▶ [ENTRIES SUPPLIED]:
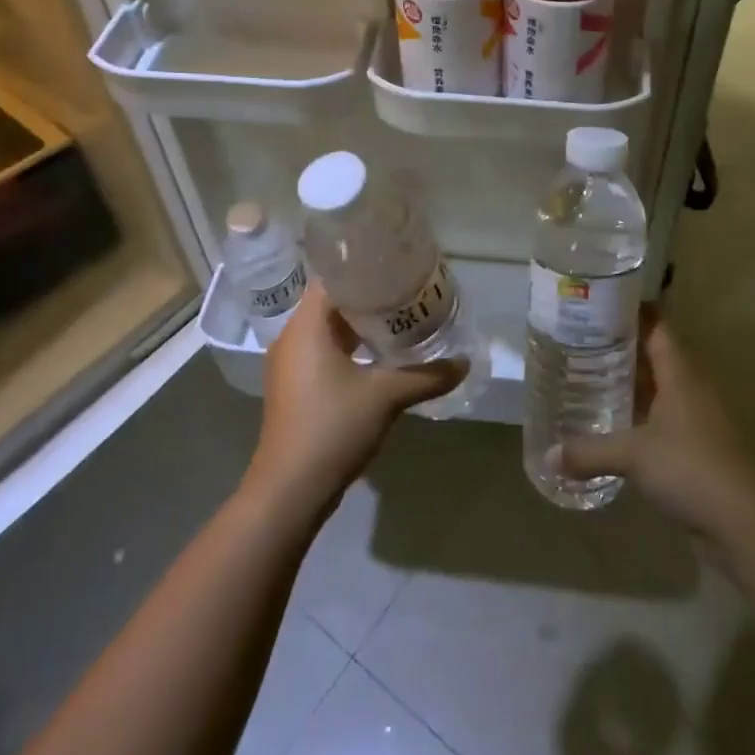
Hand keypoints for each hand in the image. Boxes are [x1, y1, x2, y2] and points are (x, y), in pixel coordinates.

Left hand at [244, 280, 464, 515]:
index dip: (364, 267)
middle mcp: (293, 338)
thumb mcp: (385, 396)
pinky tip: (382, 356)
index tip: (396, 265)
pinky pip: (325, 352)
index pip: (333, 277)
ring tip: (402, 318)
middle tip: (409, 290)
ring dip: (362, 325)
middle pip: (332, 302)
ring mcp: (291, 365)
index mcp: (306, 326)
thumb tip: (464, 362)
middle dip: (370, 296)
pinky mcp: (296, 387)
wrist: (289, 490)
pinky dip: (352, 348)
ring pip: (329, 330)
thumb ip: (426, 375)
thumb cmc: (332, 428)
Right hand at [561, 313, 754, 540]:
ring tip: (591, 379)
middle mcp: (692, 389)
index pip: (657, 328)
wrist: (746, 523)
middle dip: (623, 350)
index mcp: (681, 374)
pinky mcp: (700, 450)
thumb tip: (548, 456)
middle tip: (582, 342)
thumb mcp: (633, 455)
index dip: (632, 313)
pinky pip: (665, 423)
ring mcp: (699, 420)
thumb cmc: (690, 468)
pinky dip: (641, 420)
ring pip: (661, 391)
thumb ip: (590, 451)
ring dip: (633, 386)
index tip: (600, 304)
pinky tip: (615, 427)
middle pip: (657, 357)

▶ [EXERCISE DETAILS]: Write everything in the records out exactly, apart from the pictures.

▶ [RESULT]:
Hand keypoints for each hand in the image. Boxes are [x1, y1, x2, y2] and points are (x, y), in pixel coordinates.

Left hand at [244, 280, 464, 515]:
index dip: (364, 267)
middle mcp: (293, 338)
thumb mcp: (385, 396)
pinky tip: (382, 356)
index tip: (396, 265)
pinky pip: (325, 352)
index pip: (333, 277)
ring tip: (402, 318)
middle tip: (409, 290)
ring dip: (362, 325)
middle pip: (332, 302)
ring mcp: (291, 365)
index mcp: (306, 326)
thumb tip: (464, 362)
middle dip: (370, 296)
pinky mcp: (296, 387)
wrist: (289, 490)
pinky dip: (352, 348)
ring pip: (329, 330)
thumb ip: (426, 375)
thumb cmc: (332, 428)
Right hand at [561, 313, 754, 540]:
ring tip: (591, 379)
middle mcp: (692, 389)
index pip: (657, 328)
wrist: (746, 523)
middle dip: (623, 350)
index mcp: (681, 374)
pinky mcp: (700, 450)
thumb tip: (548, 456)
middle tip: (582, 342)
thumb mcp: (633, 455)
index dip: (632, 313)
pinky pip: (665, 423)
ring mcp: (699, 420)
thumb cmc: (690, 468)
pinky dip: (641, 420)
ring pip: (661, 391)
thumb ip: (590, 451)
ring dip: (633, 386)
index tip: (600, 304)
pinky tip: (615, 427)
middle pip: (657, 357)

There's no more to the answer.